I have better things to do today. Like, I could tell you how much we enjoyed the Royal Shakespeare Company production of King Lear, which is playing at BAM (in tandem with a sturdy staging of The Seagull), last night. Ian McKellen, wonderful in the part. And no need for envy that I had the foresight to buy the tickets for the sold-out duo last November; I read that the production will be recorded for broadcast, presumably when its national tour ends.
But, no, I'm obliged to say a few more words about 1980's Cruising, which follows me around like the curse in The Ring, without killing me (yet). I raised a few eyebrows when I commented on the hardcore footage on the Home Theater Forum last spring. The film, set in and among actual New York City gay bars, has now appeared on DVD, in what I gather is a somewhat altered version. The color has definitely been boosted; then again, the sickly tape was almost drained of hue, so even the slightest shift is bound to register as a change.
Leaving these matters aside, New York Times DVD writer Dave Kehr has drawn me into a new mystery, a movie urban legend regarding the late character actor Bruno Kirby's alleged "fisting" cameo in the film. Scroll down his site for a read and response. And, of course, the photographic evidence.
Make that "evidence." I wrote to him, "It's a lot of rumor and conjecture on the web, based on an IMDb factoid that (if it ever existed) seems to have disappeared from his bio and from the film entry. I have the disc, and Friedkin and the 42-minute documentary are silent on the matter.
Friedkin mentions that the club sequences were cast with actual scene participants, though familiar faces (like the late Leo Burmester, as "Water Sport") are in there, too. It's true--when "Kirby" shows up, there is a shock of recognition. But looking at the scene more times now than I ever really wanted or needed to, I'm unconvinced. It's amusing to speculate about, but so far as I can tell there's no fact to the matter.
Seeing is believing...but Cruising is all about role-playing, identity crises, and deception, and I think this extends to this tangential issue."

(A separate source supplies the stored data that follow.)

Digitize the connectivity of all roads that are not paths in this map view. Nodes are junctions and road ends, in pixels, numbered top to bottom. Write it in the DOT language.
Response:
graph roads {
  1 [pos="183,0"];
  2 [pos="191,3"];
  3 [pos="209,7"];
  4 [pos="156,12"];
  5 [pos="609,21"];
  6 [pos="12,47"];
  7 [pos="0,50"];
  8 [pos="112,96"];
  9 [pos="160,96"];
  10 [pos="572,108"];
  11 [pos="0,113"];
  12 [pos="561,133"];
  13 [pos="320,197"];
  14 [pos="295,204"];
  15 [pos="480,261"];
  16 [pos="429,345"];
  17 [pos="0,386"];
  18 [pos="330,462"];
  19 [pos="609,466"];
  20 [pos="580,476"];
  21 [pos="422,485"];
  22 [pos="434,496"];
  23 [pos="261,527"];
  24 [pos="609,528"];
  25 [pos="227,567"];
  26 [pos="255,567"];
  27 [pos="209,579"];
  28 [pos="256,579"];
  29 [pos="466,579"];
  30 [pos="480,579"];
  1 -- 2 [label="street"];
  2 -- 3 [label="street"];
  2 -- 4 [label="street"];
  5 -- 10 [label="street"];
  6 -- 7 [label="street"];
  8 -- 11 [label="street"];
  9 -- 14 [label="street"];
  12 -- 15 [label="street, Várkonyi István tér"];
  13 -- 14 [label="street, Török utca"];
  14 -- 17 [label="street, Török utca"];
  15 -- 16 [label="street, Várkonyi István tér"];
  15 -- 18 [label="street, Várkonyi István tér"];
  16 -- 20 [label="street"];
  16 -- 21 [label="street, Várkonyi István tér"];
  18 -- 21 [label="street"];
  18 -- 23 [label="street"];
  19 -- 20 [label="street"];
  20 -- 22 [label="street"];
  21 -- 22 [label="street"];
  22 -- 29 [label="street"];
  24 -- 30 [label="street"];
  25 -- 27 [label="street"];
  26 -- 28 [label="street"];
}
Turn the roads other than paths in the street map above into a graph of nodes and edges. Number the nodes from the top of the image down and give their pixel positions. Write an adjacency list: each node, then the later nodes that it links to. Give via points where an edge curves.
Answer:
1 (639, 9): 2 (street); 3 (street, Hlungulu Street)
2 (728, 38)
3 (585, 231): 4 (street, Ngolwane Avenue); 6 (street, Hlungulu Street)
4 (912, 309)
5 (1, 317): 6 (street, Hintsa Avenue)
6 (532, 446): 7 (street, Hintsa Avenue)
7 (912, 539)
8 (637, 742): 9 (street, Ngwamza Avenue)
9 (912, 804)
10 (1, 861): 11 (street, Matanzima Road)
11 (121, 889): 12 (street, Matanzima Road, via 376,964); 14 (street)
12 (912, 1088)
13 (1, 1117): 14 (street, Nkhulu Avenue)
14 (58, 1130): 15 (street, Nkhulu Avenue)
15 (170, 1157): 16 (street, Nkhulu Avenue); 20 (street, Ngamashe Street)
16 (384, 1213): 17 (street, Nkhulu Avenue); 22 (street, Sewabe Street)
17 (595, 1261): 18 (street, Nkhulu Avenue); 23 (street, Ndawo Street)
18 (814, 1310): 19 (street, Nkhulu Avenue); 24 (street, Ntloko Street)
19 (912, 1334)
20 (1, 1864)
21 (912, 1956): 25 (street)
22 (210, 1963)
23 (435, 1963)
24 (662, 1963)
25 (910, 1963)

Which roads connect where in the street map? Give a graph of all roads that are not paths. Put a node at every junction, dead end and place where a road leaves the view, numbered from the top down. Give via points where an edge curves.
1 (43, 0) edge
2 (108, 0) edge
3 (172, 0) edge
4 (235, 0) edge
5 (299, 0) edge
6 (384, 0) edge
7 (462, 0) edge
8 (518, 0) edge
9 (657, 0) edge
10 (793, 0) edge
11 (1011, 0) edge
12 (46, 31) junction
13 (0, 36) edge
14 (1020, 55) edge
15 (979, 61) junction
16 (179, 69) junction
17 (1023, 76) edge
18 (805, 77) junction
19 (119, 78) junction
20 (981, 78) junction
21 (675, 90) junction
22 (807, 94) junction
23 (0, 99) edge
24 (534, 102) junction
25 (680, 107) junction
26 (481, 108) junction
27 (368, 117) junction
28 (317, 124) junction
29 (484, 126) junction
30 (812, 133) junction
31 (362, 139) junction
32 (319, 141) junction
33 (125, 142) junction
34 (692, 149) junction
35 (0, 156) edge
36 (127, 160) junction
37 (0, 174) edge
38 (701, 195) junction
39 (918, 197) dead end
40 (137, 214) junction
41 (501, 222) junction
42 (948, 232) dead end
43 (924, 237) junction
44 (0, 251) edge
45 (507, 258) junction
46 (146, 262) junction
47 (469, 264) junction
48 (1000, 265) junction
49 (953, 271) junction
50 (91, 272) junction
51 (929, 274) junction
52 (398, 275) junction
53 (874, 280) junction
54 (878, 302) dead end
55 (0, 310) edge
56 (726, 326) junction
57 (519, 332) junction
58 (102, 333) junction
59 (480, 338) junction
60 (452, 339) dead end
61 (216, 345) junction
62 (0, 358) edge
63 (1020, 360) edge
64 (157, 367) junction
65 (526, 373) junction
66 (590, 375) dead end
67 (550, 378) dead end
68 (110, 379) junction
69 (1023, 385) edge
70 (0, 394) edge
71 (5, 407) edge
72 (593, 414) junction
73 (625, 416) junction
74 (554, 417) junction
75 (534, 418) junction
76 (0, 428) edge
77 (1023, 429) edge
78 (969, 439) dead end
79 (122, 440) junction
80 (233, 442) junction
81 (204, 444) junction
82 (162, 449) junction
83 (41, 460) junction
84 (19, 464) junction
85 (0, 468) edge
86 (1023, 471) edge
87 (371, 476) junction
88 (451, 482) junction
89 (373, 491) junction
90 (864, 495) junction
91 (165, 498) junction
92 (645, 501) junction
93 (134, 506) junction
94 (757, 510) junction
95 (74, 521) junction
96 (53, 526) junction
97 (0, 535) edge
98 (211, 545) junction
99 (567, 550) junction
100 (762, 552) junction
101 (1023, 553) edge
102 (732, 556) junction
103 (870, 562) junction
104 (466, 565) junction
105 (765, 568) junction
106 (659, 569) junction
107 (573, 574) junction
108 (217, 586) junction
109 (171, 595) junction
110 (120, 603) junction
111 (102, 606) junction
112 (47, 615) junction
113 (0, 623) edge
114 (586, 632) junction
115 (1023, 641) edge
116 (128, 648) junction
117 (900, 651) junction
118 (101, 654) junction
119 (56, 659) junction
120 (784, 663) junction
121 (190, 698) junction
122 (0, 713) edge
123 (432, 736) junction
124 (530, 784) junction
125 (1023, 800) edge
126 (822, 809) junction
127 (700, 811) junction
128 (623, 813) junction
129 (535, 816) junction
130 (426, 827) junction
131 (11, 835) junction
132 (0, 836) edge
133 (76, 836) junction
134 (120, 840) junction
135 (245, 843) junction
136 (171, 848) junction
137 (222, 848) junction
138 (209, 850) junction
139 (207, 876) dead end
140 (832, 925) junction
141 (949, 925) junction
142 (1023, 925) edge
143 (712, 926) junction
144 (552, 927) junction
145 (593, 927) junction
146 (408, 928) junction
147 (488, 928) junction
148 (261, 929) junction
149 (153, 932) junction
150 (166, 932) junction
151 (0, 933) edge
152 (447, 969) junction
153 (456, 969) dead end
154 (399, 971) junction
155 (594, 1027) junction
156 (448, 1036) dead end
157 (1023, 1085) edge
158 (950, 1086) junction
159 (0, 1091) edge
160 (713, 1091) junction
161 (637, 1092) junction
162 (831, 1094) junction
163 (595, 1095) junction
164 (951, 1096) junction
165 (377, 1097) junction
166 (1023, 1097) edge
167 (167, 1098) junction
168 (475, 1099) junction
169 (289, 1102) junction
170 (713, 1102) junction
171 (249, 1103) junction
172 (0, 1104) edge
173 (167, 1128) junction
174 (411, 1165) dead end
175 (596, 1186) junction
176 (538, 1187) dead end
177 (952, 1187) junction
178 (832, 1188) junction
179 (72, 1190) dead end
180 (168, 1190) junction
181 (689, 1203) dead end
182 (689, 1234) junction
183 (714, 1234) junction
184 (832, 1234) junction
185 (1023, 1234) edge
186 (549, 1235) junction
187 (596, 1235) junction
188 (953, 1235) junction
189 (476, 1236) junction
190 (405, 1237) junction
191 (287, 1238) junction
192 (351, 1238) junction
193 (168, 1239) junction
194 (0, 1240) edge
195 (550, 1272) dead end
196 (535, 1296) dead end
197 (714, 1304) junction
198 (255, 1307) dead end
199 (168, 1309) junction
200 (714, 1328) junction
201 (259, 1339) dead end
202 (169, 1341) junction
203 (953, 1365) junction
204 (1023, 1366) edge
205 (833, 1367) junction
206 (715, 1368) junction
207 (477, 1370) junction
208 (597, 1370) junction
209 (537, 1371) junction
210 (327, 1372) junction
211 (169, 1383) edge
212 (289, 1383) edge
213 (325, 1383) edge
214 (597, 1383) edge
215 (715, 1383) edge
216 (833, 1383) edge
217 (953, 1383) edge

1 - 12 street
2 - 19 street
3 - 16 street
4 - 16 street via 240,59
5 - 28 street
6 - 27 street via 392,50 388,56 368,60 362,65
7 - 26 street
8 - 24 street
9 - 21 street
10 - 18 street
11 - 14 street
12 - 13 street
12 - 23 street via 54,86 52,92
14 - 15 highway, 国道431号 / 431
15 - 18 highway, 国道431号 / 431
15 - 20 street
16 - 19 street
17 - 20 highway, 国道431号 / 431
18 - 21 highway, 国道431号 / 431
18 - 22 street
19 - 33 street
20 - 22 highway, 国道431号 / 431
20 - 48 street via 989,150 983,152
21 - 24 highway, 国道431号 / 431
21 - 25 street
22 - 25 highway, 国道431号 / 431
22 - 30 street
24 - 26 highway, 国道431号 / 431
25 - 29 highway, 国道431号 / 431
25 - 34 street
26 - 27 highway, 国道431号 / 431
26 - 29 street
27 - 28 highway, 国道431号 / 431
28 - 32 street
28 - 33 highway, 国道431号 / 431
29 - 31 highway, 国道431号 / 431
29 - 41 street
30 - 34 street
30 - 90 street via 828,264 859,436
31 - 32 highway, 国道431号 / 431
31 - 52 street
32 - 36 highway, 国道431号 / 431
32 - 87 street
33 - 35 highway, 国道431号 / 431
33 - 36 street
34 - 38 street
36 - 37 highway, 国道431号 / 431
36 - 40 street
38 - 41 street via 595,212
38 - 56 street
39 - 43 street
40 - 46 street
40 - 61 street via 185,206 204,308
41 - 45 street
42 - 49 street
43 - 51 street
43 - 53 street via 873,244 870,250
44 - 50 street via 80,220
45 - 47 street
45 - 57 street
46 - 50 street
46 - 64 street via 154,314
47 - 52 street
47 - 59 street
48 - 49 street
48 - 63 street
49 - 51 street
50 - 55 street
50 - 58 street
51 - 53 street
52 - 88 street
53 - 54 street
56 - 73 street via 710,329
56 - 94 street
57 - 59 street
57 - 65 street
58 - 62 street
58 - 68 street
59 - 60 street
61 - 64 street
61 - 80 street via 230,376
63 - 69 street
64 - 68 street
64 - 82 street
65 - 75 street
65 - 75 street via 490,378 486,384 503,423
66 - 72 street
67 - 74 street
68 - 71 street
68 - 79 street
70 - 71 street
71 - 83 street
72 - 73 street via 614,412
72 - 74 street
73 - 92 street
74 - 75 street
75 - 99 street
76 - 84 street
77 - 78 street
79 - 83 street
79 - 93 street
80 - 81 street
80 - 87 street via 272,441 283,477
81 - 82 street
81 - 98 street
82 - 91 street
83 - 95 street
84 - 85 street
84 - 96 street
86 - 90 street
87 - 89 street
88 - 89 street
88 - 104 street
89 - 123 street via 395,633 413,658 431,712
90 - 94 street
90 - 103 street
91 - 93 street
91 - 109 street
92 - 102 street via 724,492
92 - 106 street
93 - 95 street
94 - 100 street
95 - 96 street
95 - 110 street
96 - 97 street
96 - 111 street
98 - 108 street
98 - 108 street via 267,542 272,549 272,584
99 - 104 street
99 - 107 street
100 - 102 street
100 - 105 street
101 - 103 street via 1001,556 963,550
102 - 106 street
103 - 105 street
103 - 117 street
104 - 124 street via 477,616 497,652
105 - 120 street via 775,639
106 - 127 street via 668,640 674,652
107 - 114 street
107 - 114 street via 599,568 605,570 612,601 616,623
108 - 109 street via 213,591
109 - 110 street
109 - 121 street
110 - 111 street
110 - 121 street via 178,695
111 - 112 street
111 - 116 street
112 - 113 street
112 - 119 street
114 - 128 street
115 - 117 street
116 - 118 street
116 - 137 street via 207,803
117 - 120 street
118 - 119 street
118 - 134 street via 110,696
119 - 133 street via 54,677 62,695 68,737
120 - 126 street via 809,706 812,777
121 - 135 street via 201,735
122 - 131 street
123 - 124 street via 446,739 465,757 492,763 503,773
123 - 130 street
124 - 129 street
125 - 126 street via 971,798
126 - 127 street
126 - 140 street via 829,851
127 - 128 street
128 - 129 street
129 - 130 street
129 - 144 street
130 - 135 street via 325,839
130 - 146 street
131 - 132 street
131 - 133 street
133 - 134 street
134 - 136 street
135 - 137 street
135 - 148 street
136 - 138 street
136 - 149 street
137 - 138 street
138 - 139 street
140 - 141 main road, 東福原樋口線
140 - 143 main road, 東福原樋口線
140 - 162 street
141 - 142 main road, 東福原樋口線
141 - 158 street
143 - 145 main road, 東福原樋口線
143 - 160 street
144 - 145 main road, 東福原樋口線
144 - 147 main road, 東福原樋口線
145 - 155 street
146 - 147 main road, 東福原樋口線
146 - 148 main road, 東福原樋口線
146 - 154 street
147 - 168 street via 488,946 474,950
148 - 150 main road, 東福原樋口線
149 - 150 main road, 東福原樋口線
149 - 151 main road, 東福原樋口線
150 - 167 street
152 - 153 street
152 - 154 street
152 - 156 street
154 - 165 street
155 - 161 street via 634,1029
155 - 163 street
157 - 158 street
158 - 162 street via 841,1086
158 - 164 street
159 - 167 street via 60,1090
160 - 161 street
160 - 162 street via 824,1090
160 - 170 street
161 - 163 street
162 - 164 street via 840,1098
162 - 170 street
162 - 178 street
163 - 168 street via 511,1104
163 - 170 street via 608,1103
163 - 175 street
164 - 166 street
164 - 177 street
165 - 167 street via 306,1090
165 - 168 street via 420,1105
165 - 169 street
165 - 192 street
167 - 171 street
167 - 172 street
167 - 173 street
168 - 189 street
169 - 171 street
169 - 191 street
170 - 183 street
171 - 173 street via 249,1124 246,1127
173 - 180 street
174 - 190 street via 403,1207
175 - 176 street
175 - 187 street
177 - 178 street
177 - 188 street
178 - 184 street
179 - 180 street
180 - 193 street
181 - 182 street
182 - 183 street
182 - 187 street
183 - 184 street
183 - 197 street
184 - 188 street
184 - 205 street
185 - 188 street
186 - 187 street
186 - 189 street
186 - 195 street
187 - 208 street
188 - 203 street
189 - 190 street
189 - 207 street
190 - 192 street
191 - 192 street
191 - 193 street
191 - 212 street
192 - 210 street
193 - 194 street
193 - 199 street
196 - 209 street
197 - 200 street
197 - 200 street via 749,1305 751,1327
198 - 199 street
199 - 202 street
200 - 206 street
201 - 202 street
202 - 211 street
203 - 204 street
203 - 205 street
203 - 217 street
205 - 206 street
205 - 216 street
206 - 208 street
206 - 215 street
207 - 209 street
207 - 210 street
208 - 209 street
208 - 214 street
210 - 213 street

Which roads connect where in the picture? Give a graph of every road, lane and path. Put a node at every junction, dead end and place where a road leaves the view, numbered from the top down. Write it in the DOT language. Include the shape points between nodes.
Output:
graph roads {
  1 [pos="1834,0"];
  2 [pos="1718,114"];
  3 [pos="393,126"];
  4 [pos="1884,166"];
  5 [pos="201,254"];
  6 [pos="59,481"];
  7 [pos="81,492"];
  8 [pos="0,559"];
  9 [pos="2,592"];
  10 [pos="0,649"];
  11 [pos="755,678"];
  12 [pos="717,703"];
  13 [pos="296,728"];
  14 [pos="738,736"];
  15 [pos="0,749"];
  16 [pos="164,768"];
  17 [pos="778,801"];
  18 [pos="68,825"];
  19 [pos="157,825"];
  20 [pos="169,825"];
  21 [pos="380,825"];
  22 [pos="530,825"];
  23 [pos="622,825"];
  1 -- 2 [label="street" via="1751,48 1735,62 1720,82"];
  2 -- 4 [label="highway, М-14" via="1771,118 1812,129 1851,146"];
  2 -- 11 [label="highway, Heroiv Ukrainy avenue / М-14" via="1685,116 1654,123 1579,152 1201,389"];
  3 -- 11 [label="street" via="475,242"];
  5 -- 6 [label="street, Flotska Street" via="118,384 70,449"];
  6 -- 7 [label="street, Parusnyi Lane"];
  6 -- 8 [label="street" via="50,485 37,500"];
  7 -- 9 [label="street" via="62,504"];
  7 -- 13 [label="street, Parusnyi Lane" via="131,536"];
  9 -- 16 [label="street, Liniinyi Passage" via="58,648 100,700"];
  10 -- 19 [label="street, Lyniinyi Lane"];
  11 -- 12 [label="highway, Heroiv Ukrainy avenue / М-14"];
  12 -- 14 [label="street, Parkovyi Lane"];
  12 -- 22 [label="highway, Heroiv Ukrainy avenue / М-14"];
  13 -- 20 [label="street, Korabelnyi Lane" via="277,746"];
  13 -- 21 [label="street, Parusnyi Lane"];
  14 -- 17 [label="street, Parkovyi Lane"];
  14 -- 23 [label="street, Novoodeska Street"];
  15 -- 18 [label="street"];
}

Kehr said in response that the part may have been bigger--the film was extensively cut before release--and that Kirby declined to take credit for what amounts to a couple of shots. He is unaware that this was ever an issue...and, indeed, that is a plausible explanation. But I'm curious to know more about this vexing appearance, by Kirby or "Kirby," in an ever-vexing film that won't shake me off.